Everyone in my office wears a fitness tracking device of some kind. I personally wear an Apple Watch as it’s the most secure. Unfortunately that’s a real concern ever since Strava had issues showing troop movements overseas. By looking at this data anyone can follow staff, students, patients or executives right to their front doors.

Now Bellingcat and De Correspondent have discovered that Polar’s Flow social platform can reveal the homes of soldiers and intelligence officials with little effort. As it shows all of a given person’s published workouts on one map, you only have to find a sensitive installation (such as a military base or spy agency), pick someone who uses a Polar fitness tracker and then see if they have any workouts that end at a residence. Many of these people use their real names and tend to end workouts in front of their homes or hotels, making it easy to correlate their fitness info with social network profiles and other telltale data. The same holds true for your staff.

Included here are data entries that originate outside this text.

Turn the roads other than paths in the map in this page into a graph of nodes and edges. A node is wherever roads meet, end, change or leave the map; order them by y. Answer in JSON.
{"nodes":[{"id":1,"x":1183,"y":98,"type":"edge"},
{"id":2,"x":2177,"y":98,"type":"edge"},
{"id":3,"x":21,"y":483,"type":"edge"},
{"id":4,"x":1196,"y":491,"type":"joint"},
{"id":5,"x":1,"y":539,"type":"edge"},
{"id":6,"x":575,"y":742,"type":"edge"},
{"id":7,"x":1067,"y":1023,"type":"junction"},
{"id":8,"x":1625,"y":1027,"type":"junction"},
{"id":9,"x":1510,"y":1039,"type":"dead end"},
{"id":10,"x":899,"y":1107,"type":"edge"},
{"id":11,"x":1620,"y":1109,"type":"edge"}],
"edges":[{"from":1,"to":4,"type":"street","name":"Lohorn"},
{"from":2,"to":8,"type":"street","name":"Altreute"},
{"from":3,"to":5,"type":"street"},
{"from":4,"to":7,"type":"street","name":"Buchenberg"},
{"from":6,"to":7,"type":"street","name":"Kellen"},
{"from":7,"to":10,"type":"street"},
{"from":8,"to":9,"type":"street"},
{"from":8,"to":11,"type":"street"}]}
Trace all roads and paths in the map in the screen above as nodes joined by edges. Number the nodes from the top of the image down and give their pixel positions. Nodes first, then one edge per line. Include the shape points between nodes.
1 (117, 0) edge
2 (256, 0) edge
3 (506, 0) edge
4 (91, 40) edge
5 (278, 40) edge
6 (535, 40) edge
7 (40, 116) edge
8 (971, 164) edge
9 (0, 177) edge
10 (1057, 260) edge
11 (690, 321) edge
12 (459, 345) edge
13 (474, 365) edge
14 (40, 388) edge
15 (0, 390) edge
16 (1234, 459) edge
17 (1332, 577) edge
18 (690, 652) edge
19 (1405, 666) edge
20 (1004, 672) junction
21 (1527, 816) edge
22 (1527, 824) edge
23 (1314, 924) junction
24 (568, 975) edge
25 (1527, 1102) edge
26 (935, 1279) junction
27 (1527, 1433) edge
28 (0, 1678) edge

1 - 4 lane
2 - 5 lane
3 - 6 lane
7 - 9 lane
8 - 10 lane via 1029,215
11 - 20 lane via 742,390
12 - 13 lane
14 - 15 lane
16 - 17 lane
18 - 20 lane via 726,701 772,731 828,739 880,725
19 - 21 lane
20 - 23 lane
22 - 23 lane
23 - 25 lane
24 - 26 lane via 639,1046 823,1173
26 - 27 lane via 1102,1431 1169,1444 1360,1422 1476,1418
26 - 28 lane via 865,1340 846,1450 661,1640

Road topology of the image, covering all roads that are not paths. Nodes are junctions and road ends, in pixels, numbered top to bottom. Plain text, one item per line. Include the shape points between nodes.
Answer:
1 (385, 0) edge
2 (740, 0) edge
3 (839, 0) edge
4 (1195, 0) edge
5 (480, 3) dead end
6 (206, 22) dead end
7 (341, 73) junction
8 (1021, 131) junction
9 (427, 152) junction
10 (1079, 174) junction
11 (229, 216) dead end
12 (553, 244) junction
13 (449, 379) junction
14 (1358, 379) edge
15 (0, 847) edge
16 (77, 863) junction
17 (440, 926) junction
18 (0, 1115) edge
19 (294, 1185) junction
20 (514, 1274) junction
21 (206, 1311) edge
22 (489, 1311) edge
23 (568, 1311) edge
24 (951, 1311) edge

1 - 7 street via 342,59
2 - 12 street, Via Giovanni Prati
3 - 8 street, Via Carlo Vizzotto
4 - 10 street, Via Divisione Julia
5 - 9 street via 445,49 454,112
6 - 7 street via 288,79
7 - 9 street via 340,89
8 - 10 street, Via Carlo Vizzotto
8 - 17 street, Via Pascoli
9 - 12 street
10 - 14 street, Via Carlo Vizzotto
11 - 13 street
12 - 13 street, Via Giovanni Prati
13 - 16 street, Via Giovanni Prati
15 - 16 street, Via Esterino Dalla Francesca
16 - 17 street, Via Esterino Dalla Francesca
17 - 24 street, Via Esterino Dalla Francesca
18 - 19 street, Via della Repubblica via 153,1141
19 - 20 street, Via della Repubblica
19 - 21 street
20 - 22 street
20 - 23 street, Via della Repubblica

The researchers said they compiled a list of roughly 6,500 users, including soldiers in volatile areas (such as Baghdad or the Korean DMZ), NSA workers and the CEO of a manufacturing firm. It’s easy to understand the security risks based on that list — terrorists could use this to attack or kidnap high-profile targets at their most vulnerable.

The findings suggest that the fitness tracking industry has yet to fully address the privacy concerns surrounding their devices. Companies like Polar and Strava have tended to focus on making fitness info widely accessible to foster their communities and drive sales, not on ensuring that people only reveal info to those they trust. Until there’s a broader shift in attitudes, exercise mavens may want to double-check what they’re sharing with social platforms and hold off if they’re uncomfortable.